Eh, I don't know. I'm sick of feeling like second best to everyone I care about. I just want to know, when will I be good enough for someone? What's wrong with me that everyone feels they have to lie to me? I'd rather have honesty, even if it killed me, more than lies. Cause even the smallest lie cuts me deeper than any knife will or would.
I know the feeling and I know it hurts real bad. But you're not second best to me and there's a lot of other people who care about you that don't think you're second best. Remember that and only non-assholes will make you first. You deserve to be first and you deserve a guy that will treat you like a princess and give you all the happiness in the world. Everyone should be honest no matter what, even if the truth hurts. But not everyone thinks before they act or speak. Maybe when you meet guys bring up the "honesty" subject and just let them know right off the bat...

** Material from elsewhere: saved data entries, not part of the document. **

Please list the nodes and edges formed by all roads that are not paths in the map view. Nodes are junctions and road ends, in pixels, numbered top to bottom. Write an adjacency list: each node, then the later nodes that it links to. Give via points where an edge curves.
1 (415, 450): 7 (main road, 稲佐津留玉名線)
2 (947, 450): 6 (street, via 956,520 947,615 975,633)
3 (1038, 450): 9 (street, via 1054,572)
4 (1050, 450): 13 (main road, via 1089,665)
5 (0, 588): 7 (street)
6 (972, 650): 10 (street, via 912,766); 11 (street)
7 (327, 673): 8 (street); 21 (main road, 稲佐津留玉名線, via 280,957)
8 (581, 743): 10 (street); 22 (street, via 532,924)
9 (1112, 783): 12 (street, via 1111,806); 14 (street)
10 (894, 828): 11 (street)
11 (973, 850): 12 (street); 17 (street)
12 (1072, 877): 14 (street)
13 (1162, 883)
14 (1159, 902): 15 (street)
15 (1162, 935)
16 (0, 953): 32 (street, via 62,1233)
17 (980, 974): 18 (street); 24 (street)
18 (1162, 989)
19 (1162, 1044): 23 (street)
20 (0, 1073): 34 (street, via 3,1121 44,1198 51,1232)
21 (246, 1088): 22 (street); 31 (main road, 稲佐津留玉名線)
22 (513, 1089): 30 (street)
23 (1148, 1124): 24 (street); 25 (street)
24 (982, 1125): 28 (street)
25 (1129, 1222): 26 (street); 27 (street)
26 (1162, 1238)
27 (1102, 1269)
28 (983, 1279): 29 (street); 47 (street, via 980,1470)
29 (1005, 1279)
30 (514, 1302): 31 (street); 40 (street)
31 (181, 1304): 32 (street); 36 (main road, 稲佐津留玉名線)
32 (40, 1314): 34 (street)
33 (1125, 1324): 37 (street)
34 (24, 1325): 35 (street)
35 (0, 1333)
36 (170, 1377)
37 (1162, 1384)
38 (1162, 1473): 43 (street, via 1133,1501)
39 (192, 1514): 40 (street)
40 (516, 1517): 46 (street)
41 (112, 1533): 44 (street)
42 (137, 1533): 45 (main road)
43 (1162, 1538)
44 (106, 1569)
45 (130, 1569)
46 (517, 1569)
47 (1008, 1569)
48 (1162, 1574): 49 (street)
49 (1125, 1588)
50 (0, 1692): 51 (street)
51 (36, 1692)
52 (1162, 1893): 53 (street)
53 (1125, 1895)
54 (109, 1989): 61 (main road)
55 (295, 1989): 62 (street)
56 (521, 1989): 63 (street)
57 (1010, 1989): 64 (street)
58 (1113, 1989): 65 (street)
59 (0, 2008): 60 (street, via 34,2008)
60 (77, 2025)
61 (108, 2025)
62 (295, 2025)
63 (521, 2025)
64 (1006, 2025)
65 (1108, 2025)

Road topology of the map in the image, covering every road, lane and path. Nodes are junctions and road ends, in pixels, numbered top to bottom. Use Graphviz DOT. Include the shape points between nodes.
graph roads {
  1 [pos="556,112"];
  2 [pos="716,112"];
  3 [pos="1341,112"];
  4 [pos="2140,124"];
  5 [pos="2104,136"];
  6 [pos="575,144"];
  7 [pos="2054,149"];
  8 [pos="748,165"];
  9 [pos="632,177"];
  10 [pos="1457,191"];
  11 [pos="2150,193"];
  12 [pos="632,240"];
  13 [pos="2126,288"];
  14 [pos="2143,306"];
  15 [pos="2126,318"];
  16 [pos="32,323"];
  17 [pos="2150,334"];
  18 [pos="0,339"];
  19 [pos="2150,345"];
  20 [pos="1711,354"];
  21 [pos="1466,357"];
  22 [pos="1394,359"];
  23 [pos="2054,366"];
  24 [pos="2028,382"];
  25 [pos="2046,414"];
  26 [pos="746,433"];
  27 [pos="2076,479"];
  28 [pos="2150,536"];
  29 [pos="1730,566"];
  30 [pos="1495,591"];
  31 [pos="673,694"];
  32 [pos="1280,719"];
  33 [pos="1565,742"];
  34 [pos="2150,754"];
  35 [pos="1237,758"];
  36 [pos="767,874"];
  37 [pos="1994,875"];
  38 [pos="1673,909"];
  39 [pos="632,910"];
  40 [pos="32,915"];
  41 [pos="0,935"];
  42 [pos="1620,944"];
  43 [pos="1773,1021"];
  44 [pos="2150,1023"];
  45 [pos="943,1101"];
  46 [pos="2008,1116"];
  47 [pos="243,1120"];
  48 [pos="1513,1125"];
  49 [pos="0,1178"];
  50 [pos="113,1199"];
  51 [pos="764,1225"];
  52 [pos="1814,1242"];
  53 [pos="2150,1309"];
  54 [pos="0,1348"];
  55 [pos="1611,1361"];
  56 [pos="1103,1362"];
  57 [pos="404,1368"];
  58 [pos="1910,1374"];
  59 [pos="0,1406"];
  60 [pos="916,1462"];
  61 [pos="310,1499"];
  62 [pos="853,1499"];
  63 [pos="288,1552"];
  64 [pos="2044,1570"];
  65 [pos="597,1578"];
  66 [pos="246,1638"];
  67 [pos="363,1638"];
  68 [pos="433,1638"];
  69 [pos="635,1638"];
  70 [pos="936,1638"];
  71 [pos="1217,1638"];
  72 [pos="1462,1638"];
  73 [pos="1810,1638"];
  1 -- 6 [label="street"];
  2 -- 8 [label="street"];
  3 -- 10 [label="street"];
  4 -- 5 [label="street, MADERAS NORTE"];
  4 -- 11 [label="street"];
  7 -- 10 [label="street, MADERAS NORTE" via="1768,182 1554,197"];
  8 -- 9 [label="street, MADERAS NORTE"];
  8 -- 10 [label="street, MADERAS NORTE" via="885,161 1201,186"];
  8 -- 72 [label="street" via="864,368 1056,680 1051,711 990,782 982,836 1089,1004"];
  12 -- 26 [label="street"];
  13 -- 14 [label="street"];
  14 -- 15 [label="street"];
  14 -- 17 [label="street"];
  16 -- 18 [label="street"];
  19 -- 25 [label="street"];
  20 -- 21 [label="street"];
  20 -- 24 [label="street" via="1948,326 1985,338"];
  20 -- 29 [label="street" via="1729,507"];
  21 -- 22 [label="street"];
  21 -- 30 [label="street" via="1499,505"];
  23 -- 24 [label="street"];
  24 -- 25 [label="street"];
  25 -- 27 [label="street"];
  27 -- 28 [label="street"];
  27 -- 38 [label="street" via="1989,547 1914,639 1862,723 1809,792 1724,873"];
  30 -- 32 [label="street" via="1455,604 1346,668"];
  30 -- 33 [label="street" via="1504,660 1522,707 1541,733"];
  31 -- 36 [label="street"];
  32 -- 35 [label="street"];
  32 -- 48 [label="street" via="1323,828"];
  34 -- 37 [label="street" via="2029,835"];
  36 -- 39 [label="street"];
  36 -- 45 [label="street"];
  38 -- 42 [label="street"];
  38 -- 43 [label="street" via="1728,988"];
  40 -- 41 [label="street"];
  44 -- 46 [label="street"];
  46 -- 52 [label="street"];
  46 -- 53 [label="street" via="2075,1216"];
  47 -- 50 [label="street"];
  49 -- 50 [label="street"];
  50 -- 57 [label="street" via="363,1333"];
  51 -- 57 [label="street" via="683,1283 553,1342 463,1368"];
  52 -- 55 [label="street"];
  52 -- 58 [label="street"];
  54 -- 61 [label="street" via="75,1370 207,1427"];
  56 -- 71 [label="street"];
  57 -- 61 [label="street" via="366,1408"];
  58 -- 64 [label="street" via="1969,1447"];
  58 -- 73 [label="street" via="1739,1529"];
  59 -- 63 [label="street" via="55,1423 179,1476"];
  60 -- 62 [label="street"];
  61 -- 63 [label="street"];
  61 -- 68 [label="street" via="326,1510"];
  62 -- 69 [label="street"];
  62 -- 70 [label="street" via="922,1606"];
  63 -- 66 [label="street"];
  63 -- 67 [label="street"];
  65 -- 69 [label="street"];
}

The only point is trying to find those non-assholes. Which I'm seriously doubting if they exist anymore. Most of the time I do bring up the honesty subject. Like with Dave, I brought it up, and he said that he is up-front with his girlies. Uhm...yeah...strike another lie down for him. Blah, and thinking about our last Saturday class together still makes me mad. Ya know, if he didn't really want to stay friends afterwards, he could have fucking told me the truth. Cause then I wouldn't have even bothered trying to talk to him. That's just pure bullshit. ARGH! I hate boys!